What needs to be done —
Below are the records. Gather each line that holds "direction".
··· Data for this task
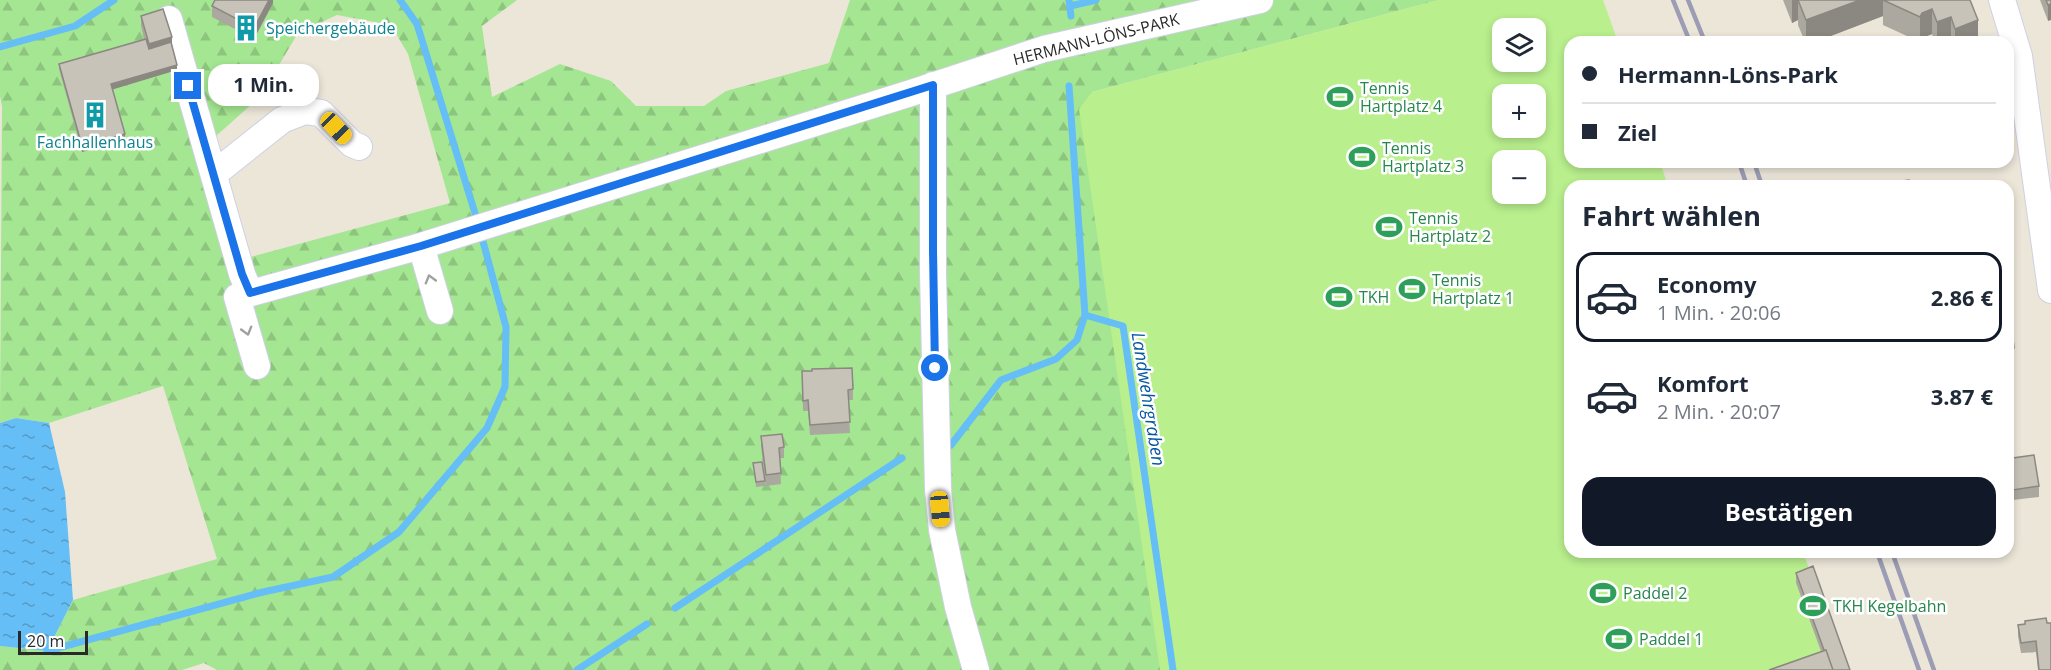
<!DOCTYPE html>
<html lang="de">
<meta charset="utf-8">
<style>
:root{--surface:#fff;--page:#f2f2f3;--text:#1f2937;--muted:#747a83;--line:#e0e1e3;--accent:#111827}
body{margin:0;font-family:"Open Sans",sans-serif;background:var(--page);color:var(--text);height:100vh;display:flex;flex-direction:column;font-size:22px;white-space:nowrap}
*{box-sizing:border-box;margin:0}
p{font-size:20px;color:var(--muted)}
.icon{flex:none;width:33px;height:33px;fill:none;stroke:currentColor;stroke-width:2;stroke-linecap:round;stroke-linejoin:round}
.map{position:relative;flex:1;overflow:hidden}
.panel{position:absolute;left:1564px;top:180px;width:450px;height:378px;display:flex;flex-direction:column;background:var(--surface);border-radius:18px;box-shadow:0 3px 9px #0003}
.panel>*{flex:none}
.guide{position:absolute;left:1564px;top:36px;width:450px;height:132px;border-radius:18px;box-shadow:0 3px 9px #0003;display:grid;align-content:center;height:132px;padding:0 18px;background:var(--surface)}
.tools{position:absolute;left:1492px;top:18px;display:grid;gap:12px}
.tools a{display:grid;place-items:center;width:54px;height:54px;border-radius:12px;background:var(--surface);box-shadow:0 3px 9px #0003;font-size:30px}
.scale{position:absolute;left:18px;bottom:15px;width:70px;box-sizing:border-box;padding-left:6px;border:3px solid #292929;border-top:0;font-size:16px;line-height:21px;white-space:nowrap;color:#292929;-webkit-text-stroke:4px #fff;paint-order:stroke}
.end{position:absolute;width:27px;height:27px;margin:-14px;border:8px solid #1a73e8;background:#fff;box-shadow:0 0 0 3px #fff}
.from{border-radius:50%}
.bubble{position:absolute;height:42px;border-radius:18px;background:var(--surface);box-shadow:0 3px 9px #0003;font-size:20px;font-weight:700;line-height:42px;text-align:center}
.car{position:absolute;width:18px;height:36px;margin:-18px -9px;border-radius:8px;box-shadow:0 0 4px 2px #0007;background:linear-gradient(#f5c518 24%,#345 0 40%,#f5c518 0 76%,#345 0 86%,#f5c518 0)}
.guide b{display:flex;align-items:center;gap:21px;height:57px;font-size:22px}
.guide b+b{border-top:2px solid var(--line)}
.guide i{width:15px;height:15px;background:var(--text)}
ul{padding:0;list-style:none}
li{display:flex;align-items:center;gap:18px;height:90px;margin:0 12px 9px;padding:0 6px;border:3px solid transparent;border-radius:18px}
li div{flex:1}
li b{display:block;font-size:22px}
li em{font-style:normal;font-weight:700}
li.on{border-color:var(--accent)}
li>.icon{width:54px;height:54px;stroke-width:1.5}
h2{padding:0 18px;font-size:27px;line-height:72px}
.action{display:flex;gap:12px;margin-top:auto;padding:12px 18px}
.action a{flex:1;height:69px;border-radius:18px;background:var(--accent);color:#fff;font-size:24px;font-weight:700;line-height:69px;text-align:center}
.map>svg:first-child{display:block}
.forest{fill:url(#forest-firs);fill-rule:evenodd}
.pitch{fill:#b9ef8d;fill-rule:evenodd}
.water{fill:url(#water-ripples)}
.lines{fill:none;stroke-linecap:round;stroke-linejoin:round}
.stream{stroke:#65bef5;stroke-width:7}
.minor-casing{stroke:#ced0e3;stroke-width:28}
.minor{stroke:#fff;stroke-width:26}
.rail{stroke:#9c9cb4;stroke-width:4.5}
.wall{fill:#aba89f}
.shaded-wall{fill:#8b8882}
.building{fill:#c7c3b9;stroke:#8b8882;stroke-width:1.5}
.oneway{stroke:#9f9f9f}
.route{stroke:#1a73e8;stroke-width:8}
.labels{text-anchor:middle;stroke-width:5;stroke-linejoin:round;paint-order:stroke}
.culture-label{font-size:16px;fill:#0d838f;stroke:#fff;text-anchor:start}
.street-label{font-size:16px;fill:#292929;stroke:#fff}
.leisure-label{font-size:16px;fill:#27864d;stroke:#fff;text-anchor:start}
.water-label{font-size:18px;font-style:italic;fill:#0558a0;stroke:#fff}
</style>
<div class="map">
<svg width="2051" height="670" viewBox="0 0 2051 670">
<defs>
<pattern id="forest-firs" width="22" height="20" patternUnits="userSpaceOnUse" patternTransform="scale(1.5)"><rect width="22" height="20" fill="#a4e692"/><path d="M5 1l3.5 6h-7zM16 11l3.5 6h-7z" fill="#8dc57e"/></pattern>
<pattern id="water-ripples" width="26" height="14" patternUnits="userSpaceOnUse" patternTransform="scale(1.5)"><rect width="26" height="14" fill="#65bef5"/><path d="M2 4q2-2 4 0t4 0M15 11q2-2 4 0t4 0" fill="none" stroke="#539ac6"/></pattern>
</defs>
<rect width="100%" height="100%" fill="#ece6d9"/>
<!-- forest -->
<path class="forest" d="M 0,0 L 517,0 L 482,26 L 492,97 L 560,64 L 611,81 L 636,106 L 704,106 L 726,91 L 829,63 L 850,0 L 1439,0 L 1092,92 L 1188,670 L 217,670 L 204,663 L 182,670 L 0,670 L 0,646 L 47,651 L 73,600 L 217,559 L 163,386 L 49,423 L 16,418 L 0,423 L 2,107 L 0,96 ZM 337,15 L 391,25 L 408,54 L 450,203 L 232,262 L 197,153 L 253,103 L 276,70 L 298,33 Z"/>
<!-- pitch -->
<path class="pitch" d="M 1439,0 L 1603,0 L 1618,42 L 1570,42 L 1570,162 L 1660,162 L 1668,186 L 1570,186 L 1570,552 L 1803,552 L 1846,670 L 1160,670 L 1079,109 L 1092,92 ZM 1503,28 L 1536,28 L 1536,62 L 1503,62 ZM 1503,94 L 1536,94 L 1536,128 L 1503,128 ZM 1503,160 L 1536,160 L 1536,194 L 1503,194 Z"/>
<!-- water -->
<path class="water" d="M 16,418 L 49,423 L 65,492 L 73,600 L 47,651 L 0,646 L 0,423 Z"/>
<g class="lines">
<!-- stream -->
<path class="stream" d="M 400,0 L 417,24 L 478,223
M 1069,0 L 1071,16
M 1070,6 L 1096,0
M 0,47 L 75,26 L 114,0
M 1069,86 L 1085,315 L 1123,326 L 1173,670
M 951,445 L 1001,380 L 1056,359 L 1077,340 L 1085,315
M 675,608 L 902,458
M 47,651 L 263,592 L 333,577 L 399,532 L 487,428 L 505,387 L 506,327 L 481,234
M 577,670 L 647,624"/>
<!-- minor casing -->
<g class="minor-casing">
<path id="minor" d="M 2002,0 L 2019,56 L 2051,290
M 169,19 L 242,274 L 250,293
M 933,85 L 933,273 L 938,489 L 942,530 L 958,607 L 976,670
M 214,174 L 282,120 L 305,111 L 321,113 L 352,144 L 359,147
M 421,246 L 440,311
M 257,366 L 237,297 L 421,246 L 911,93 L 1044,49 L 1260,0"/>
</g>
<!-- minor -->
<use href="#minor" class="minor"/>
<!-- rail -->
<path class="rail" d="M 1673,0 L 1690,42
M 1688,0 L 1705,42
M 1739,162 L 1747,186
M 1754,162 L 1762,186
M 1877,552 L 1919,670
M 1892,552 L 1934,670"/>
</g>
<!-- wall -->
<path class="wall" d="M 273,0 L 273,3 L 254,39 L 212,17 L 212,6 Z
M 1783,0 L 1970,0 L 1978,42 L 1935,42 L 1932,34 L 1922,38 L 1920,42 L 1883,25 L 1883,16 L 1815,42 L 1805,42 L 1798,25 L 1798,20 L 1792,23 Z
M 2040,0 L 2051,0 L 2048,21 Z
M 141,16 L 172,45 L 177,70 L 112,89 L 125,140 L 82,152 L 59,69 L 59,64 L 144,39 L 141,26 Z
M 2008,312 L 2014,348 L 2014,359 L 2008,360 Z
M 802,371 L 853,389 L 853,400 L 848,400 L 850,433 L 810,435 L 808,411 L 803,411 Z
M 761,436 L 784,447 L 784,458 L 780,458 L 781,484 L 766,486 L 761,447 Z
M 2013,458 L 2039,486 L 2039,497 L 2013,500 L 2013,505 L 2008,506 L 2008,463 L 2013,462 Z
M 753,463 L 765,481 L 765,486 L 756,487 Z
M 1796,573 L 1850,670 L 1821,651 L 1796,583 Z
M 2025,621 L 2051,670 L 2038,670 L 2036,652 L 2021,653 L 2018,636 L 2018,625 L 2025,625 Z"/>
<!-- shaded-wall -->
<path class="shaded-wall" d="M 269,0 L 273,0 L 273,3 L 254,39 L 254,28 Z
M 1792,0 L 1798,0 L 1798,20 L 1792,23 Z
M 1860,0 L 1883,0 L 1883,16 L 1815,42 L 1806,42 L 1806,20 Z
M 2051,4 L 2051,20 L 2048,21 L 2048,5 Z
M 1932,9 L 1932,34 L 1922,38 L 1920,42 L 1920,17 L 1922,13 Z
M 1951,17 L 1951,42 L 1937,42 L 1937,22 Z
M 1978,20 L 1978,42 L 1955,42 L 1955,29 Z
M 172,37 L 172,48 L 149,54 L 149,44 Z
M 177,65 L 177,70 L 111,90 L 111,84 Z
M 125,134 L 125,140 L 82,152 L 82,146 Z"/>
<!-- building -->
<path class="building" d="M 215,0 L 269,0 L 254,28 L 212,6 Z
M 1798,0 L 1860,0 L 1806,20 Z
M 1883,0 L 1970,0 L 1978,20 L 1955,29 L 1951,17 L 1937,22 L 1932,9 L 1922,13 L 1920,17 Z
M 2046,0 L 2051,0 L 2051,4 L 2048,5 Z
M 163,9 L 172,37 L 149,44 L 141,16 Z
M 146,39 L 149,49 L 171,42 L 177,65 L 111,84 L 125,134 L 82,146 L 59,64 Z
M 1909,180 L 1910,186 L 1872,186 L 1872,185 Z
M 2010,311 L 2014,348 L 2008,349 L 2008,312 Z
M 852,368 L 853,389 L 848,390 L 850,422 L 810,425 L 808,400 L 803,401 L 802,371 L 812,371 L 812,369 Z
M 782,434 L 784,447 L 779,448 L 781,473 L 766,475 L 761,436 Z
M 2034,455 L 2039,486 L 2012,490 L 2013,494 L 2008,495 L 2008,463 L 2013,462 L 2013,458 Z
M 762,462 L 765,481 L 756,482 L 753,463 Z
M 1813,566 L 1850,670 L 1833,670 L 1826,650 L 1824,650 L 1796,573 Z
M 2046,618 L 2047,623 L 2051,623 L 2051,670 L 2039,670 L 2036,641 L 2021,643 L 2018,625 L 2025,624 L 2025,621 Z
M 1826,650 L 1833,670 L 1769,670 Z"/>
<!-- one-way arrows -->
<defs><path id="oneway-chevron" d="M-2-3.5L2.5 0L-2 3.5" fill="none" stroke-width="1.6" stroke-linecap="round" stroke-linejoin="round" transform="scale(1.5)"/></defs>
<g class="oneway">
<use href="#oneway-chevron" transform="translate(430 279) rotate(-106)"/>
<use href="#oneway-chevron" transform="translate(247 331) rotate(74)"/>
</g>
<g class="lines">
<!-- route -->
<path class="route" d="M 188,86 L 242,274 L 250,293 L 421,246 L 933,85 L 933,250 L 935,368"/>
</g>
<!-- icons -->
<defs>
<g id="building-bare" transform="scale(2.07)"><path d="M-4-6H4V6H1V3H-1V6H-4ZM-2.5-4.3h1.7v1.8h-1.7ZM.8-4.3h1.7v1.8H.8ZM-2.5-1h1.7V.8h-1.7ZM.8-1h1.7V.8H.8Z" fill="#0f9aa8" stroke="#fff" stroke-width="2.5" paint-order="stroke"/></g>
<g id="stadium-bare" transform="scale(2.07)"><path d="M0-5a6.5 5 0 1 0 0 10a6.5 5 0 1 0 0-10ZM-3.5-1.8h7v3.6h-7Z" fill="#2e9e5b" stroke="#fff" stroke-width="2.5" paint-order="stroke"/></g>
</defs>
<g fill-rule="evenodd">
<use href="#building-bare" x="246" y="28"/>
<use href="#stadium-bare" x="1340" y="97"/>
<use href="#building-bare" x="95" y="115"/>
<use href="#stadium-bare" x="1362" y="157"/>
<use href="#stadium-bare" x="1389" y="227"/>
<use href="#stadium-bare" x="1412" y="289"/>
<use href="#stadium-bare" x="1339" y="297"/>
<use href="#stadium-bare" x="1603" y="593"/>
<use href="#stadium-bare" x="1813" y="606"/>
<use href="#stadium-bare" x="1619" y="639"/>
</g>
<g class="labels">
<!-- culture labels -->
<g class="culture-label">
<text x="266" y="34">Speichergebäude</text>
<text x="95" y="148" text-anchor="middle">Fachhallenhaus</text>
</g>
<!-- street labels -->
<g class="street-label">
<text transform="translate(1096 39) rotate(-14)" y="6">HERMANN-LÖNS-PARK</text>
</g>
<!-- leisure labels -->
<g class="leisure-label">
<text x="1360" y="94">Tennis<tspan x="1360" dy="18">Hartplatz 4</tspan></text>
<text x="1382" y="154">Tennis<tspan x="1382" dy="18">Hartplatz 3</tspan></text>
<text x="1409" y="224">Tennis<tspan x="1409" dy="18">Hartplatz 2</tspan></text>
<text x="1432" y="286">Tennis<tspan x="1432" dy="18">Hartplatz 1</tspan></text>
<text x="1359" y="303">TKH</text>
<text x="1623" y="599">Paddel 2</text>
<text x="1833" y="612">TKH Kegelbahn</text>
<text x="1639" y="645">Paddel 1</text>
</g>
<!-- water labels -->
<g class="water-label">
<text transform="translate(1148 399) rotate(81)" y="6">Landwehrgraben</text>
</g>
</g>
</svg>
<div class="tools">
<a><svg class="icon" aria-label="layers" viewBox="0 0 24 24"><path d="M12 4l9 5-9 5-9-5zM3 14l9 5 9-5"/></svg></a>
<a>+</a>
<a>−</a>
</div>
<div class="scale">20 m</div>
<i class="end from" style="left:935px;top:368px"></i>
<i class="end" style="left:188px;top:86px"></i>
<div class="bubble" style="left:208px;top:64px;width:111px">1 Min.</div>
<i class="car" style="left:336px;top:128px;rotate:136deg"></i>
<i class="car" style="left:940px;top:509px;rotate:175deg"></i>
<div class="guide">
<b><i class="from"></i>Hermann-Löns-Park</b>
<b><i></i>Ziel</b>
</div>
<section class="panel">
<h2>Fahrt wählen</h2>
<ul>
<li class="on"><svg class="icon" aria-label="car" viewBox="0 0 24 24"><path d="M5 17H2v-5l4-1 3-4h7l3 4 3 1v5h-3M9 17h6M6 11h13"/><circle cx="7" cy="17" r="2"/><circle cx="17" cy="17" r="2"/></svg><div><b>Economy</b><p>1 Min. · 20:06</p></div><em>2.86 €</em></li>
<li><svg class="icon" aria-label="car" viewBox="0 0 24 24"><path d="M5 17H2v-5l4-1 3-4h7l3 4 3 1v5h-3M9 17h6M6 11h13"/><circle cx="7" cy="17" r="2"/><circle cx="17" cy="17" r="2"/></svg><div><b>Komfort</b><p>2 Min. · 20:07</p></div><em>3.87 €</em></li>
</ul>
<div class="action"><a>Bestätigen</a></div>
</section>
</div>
······
Task solution —
body{margin:0;font-family:"Open Sans",sans-serif;background:var(--page);color:var(--text);height:100vh;display:flex;flex-direction:column;font-size:22px;white-space:nowrap}
.panel{position:absolute;left:1564px;top:180px;width:450px;height:378px;display:flex;flex-direction:column;background:var(--surface);border-radius:18px;box-shadow:0 3px 9px #0003}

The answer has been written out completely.